### Supplied material

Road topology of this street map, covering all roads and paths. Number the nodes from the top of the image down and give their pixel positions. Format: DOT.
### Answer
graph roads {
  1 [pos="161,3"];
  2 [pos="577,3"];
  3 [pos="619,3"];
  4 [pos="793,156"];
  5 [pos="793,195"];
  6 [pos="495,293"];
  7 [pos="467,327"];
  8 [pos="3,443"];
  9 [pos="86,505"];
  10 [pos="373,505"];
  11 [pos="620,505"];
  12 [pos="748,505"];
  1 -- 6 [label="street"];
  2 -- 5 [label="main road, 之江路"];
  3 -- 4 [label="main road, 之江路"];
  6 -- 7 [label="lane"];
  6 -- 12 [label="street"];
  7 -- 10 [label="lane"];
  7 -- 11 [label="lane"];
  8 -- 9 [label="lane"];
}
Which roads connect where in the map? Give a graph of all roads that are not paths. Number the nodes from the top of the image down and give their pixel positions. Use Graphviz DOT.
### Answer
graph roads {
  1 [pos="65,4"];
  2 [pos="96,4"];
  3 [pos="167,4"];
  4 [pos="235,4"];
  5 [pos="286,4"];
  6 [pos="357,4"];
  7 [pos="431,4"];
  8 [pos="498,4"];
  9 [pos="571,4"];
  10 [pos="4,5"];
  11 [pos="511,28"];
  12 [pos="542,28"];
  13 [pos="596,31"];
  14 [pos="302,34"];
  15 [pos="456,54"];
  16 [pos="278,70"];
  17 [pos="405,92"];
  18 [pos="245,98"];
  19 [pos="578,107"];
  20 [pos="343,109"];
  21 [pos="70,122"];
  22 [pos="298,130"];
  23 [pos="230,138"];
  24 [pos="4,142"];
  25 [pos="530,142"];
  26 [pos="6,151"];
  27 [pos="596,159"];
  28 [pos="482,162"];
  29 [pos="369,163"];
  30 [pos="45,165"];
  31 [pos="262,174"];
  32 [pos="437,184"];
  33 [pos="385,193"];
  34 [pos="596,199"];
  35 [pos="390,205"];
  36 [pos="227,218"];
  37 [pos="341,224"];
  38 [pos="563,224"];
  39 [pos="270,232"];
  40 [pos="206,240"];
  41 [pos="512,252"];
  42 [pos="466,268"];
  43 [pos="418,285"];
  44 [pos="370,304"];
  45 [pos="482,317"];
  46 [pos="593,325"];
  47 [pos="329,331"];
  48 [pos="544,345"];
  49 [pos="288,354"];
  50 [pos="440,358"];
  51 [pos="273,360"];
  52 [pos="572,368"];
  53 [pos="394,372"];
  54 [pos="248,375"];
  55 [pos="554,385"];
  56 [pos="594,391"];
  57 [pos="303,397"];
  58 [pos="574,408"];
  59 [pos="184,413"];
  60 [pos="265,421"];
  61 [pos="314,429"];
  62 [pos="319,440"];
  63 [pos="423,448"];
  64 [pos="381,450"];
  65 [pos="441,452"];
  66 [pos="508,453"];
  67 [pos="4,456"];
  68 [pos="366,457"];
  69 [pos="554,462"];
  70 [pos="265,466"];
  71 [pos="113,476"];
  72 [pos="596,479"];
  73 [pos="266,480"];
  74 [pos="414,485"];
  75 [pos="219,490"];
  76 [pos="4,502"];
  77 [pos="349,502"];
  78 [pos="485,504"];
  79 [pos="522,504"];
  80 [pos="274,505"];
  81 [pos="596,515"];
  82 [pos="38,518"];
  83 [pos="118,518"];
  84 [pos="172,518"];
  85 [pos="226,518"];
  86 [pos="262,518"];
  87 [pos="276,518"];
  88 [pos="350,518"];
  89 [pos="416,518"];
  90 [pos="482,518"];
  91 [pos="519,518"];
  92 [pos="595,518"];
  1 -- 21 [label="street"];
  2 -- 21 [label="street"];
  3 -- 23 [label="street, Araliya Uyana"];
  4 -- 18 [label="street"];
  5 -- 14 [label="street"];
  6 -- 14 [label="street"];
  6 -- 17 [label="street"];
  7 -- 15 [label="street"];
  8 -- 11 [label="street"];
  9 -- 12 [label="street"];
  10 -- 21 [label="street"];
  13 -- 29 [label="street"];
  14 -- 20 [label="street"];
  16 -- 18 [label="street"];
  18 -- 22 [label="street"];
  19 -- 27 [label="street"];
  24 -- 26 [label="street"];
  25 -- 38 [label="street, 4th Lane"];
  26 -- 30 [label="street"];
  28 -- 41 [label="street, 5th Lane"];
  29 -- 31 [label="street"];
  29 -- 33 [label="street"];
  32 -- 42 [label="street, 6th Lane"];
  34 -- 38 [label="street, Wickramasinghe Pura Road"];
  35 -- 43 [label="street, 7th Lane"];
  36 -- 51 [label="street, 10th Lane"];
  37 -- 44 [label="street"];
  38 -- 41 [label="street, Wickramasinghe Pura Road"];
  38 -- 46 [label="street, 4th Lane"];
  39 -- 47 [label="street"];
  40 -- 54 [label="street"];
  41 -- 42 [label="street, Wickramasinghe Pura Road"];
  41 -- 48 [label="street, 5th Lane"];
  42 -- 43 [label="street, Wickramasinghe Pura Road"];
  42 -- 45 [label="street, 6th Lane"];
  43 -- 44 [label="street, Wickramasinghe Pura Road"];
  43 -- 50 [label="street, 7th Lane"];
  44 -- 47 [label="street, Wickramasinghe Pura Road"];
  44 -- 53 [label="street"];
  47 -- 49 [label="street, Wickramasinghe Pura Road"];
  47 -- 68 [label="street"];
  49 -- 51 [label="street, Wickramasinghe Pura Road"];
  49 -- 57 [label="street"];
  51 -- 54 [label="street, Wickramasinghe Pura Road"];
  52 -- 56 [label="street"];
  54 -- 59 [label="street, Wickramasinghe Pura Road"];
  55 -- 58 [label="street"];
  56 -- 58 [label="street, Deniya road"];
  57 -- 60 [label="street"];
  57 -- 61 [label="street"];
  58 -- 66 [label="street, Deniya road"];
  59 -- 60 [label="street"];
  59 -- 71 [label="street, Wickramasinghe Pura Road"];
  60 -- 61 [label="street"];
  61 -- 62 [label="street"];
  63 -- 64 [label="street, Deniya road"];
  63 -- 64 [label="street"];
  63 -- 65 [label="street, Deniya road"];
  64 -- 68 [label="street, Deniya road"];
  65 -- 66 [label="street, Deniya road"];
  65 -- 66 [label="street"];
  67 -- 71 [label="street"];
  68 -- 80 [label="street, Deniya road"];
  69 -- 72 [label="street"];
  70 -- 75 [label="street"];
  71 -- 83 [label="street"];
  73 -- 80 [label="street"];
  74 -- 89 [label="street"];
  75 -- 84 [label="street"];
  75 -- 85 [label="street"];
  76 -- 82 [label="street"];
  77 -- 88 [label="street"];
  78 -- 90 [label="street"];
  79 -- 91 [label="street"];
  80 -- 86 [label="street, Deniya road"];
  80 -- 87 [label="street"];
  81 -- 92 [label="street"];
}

### Activity
Look over the records above and say how many lines hold the word "from", giving the number alone.

### Answer space
2